Your objective: Which of the lines in the data below contain the string "نجار"? Copy each of them.

Record excerpts:

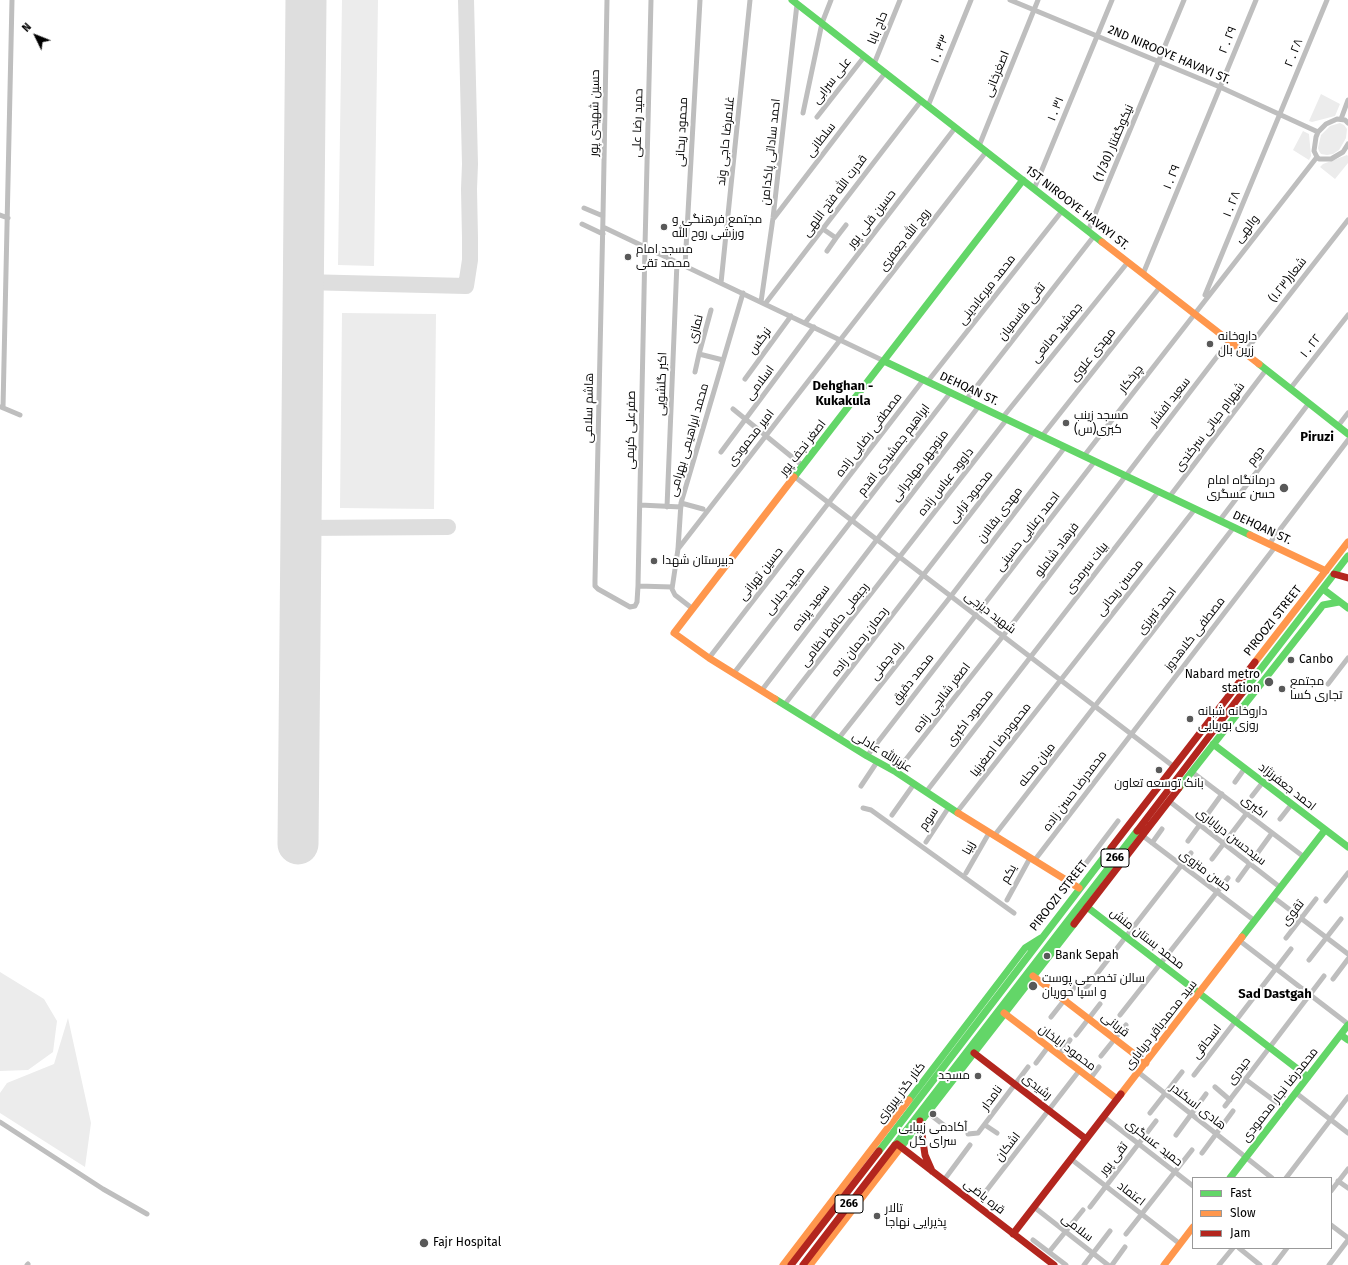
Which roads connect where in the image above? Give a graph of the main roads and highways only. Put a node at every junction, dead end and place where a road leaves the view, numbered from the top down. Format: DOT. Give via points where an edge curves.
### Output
graph roads {
  1 [pos="794,2"];
  2 [pos="1023,180"];
  3 [pos="884,361"];
  4 [pos="1348,434"];
  5 [pos="1348,542"];
  6 [pos="1348,556"];
  7 [pos="1326,571"];
  8 [pos="1334,574"];
  9 [pos="1348,578"];
  10 [pos="1323,589"];
  11 [pos="1339,602"];
  12 [pos="1348,608"];
  13 [pos="674,633"];
  14 [pos="1280,659"];
  15 [pos="1265,664"];
  16 [pos="1251,682"];
  17 [pos="1251,696"];
  18 [pos="1207,739"];
  19 [pos="1213,744"];
  20 [pos="1325,830"];
  21 [pos="1348,847"];
  22 [pos="1110,848"];
  23 [pos="1118,854"];
  24 [pos="1079,888"];
  25 [pos="1088,894"];
  26 [pos="1088,907"];
  27 [pos="1041,938"];
  28 [pos="1033,976"];
  29 [pos="1199,993"];
  30 [pos="1004,1013"];
  31 [pos="1348,1024"];
  32 [pos="1340,1035"];
  33 [pos="1348,1040"];
  34 [pos="974,1053"];
  35 [pos="1146,1063"];
  36 [pos="1308,1077"];
  37 [pos="1117,1099"];
  38 [pos="920,1121"];
  39 [pos="888,1138"];
  40 [pos="1086,1140"];
  41 [pos="898,1145"];
  42 [pos="932,1171"];
  43 [pos="1231,1177"];
  44 [pos="835,1198"];
  45 [pos="828,1216"];
  46 [pos="1192,1228"];
  47 [pos="1013,1234"];
  48 [pos="783,1265"];
  49 [pos="791,1265"];
  50 [pos="803,1265"];
  51 [pos="810,1265"];
  52 [pos="1054,1265"];
  53 [pos="1164,1265"];
  1 -- 2 [label="main road, 1ST NIROOYE HAVAYI ST."];
  2 -- 3 [label="main road, اصغر نجف پور"];
  2 -- 4 [label="main road, 1ST NIROOYE HAVAYI ST."];
  3 -- 7 [label="main road, DEHQAN ST."];
  3 -- 13 [label="main road, اصغر نجف پور"];
  5 -- 7 [label="main road, PIROOZI STREET / 266"];
  6 -- 8 [label="main road, PIROOZI STREET / 266"];
  7 -- 8 [label="main road, DEHQAN ST."];
  7 -- 22 [label="main road, PIROOZI STREET / 266"];
  8 -- 9 [label="main road, DEHQAN ST."];
  8 -- 10 [label="main road, PIROOZI STREET / 266"];
  10 -- 11 [label="main road"];
  10 -- 15 [label="main road, PIROOZI STREET / 266"];
  11 -- 12 [label="main road"];
  11 -- 14 [label="main road" via="1324,605"];
  13 -- 24 [label="main road, عزیزالله عادلی" via="709,658"];
  14 -- 15 [label="main road"];
  14 -- 17 [label="main road"];
  15 -- 16 [label="main road, PIROOZI STREET / 266"];
  16 -- 17 [label="main road"];
  16 -- 18 [label="main road, PIROOZI STREET / 266"];
  17 -- 19 [label="main road"];
  18 -- 19 [label="main road, احمد جعفرنژاد"];
  18 -- 23 [label="main road, PIROOZI STREET / 266"];
  19 -- 20 [label="main road, احمد جعفرنژاد"];
  19 -- 26 [label="main road"];
  20 -- 21 [label="main road, احمد جعفرنژاد"];
  20 -- 29 [label="main road, سید محمدباقر دریاباری"];
  22 -- 23 [label="main road"];
  22 -- 24 [label="main road, PIROOZI STREET / 266"];
  23 -- 25 [label="main road, PIROOZI STREET / 266"];
  24 -- 25 [label="main road, عزیزالله عادلی"];
  24 -- 27 [label="main road, PIROOZI STREET / 266"];
  25 -- 41 [label="main road, PIROOZI STREET / 266"];
  26 -- 28 [label="main road"];
  26 -- 29 [label="main road, محمد بستان منش"];
  27 -- 39 [label="main road, PIROOZI STREET / 266"];
  27 -- 44 [label="main road, کنار گذر پیروزی" via="1025,948"];
  28 -- 30 [label="main road"];
  28 -- 35 [label="main road, قربانی"];
  29 -- 35 [label="main road, سید محمدباقر دریاباری"];
  29 -- 36 [label="main road, محمد بستان منش"];
  30 -- 34 [label="main road"];
  30 -- 37 [label="main road, محمود ایلخان"];
  31 -- 32 [label="main road, محمدرضا نجار محمودی"];
  32 -- 33 [label="main road"];
  32 -- 36 [label="main road, محمدرضا نجار محمودی"];
  34 -- 38 [label="main road"];
  34 -- 40 [label="main road, رشیدی"];
  35 -- 37 [label="main road, سید محمدباقر دریاباری"];
  36 -- 43 [label="main road, محمدرضا نجار محمودی"];
  37 -- 40 [label="main road, سید محمدباقر دریاباری"];
  38 -- 41 [label="main road"];
  38 -- 42 [label="main road" via="925,1155"];
  39 -- 41 [label="main road, قره یاضی"];
  39 -- 45 [label="main road, PIROOZI STREET / 266"];
  40 -- 47 [label="main road, سید محمدباقر دریاباری"];
  41 -- 42 [label="main road, قره یاضی"];
  41 -- 50 [label="main road, PIROOZI STREET / 266"];
  41 -- 51 [label="main road"];
  42 -- 47 [label="main road, قره یاضی"];
  44 -- 45 [label="main road"];
  44 -- 48 [label="main road, کنار گذر پیروزی"];
  45 -- 49 [label="main road, PIROOZI STREET / 266"];
  46 -- 53 [label="main road"];
  47 -- 52 [label="main road, قره یاضی"];
}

Reply:
  31 -- 32 [label="main road, محمدرضا نجار محمودی"];
  32 -- 36 [label="main road, محمدرضا نجار محمودی"];
  36 -- 43 [label="main road, محمدرضا نجار محمودی"];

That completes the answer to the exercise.